County Board of Supervisors Chairman Arthur “Mo” Wright was authorized Thursday to write a letter to local state legislators urging action, though leaving the details of the bill to the Legislature and Gov. Andrew Cuomo.
The action, and a recent resolution of support passed by the Saratoga Springs City Council, come as it appears NYRA may be ready to return to private control after four years under state supervision due to past financial losses and management scandals.
Cuomo, who extended a three-year control plan for a fourth year in 2015, has not asserted that NYRA should remain under state control this year. The NYRA reorganization oversight board voted in April to recommend a reprivatization plan that would have the majority of a new board privately controlled, though the state would continue to pick some board members.
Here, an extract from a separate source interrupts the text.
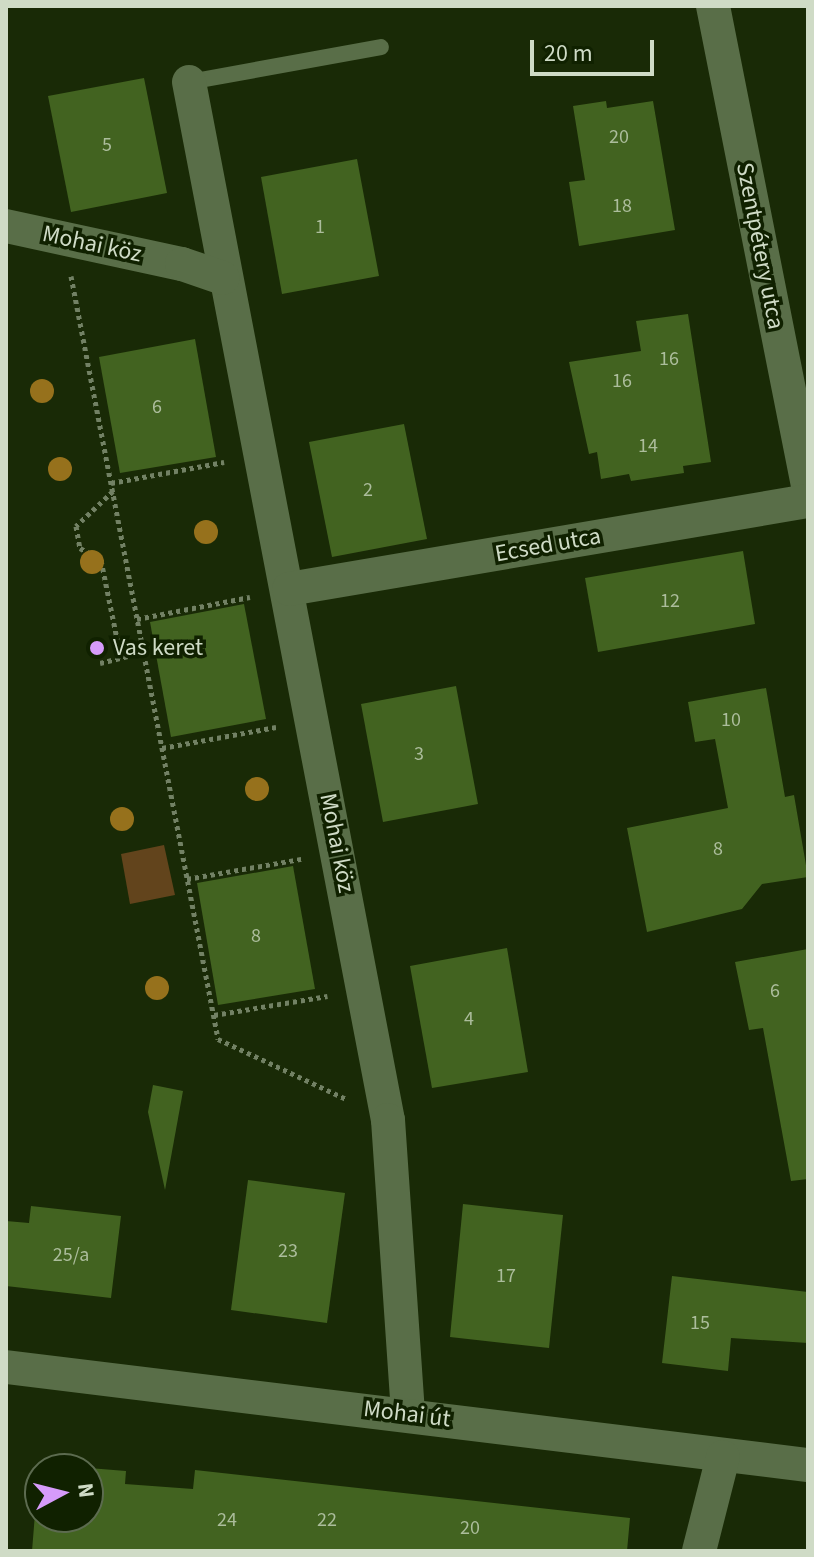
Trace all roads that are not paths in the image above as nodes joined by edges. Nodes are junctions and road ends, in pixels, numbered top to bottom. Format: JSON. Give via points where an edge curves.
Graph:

That recommendation came as NYRA has turned a profit for two years in a row, and drew record numbers to Saratoga Race Course for last summer’s meet, which saw Triple Crown winner American Pharoah defeated in the Travers Stakes.
“Management has come in and made the tough choices to make it profitable,” said Saratoga County Chamber of Commerce President Todd Shimkus, a member of Concerned Citizens for Saratoga Racing.
Local sentiment has favored the return of NYRA to a private non-profit organization because of the need for long-term planning for improvements at Saratoga, Belmont and Aqueduct, and to address the larger issues of the horse racing industry in an era when faster-paced forms of gambling are readily available.
It isn’t known what would happen if the Legislature adjourns in June without acting on a privatization bill.
“They’ve met all the conditions. To do anything other than reprivatize would be the state going back on its word,” said County Administrator Spencer P. Hellwig.
Shimkus suggested the county simply ask for a return to private control, without setting conditions. He recommended the county remain neutral on whether the law should mandate someone from Saratoga Springs be included on the NYRA board.
“We think it’s important to have representation. That said, it doesn’t have to be in the law,” Shimkus said.